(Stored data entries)

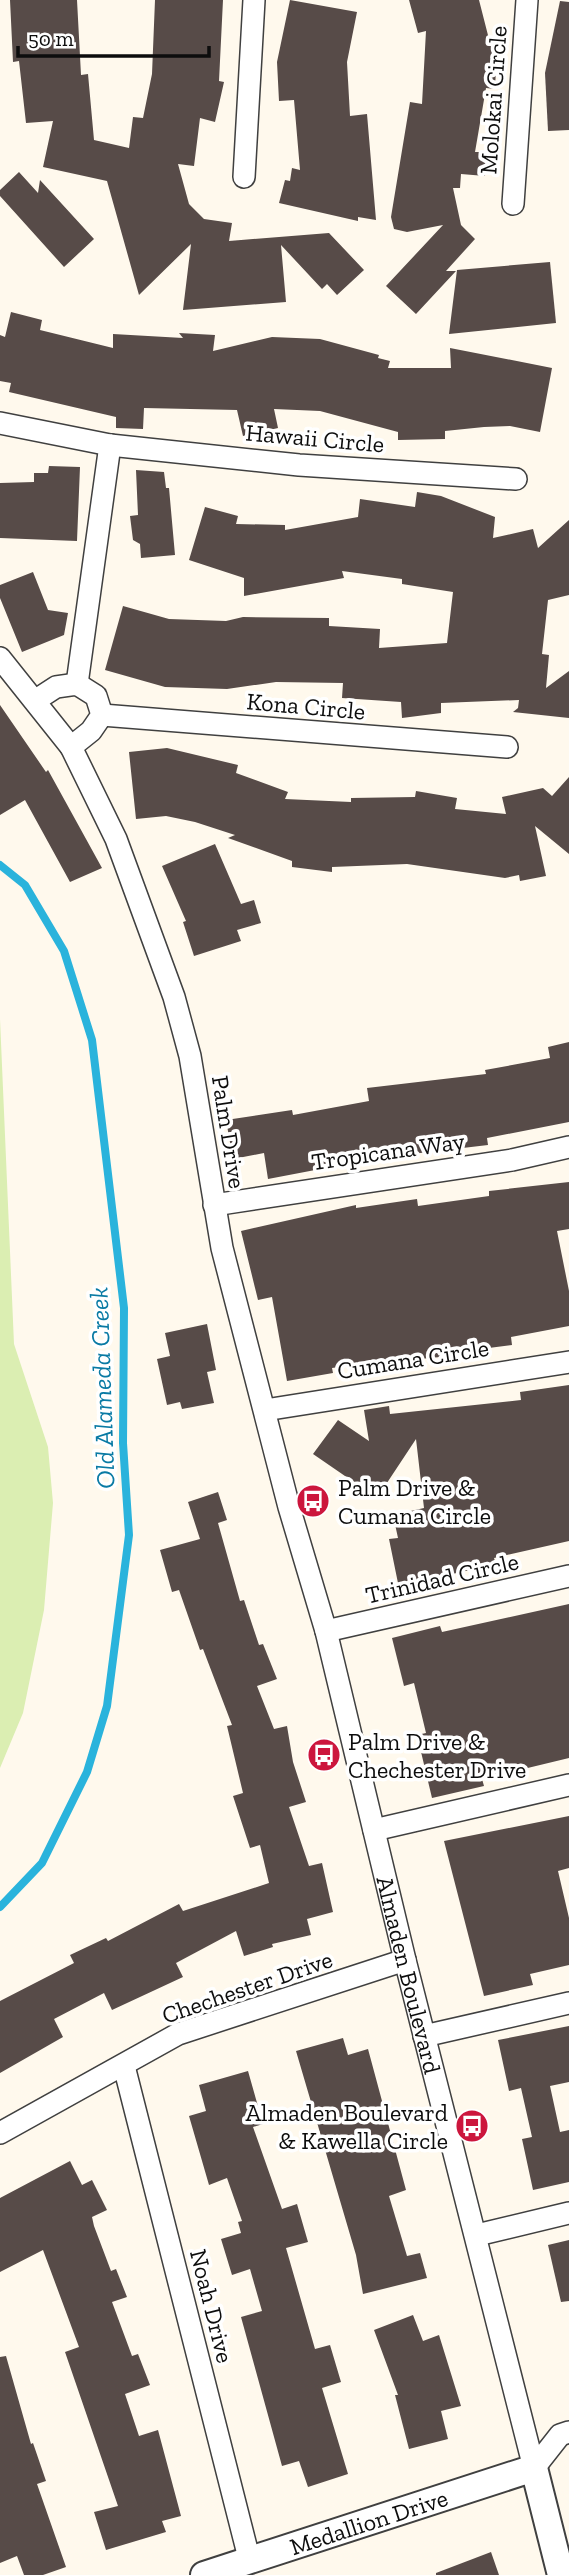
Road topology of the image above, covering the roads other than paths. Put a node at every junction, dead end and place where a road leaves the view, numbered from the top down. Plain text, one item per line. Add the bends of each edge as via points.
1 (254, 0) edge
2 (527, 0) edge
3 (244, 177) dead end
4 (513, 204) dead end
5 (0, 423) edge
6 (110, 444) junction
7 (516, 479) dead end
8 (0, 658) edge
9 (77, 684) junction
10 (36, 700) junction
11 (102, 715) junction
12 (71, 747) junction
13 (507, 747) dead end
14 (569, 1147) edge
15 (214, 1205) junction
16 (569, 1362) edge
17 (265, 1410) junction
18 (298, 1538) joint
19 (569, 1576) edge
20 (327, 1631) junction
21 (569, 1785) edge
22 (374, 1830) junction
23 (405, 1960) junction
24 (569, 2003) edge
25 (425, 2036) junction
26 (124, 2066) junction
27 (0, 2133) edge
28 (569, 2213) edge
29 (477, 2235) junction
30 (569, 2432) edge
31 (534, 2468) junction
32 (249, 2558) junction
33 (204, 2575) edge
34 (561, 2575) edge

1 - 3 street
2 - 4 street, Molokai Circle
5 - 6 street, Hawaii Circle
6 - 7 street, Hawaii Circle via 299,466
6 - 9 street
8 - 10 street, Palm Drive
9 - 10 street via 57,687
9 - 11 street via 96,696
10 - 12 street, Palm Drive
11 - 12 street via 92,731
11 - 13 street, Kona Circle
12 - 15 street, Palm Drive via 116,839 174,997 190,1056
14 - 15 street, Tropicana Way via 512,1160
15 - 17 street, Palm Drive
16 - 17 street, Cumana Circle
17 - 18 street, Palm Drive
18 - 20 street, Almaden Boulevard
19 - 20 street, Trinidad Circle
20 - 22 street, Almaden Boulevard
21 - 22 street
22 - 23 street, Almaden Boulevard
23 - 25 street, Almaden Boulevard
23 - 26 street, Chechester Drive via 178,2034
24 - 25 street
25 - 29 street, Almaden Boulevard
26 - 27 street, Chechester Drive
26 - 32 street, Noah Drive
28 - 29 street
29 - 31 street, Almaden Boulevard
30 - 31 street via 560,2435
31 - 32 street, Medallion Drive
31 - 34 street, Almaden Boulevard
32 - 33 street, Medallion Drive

Task directions: Determine how many lines in the preceding records include the word "Almaden". The answer is that number alone.

Result of this task: 7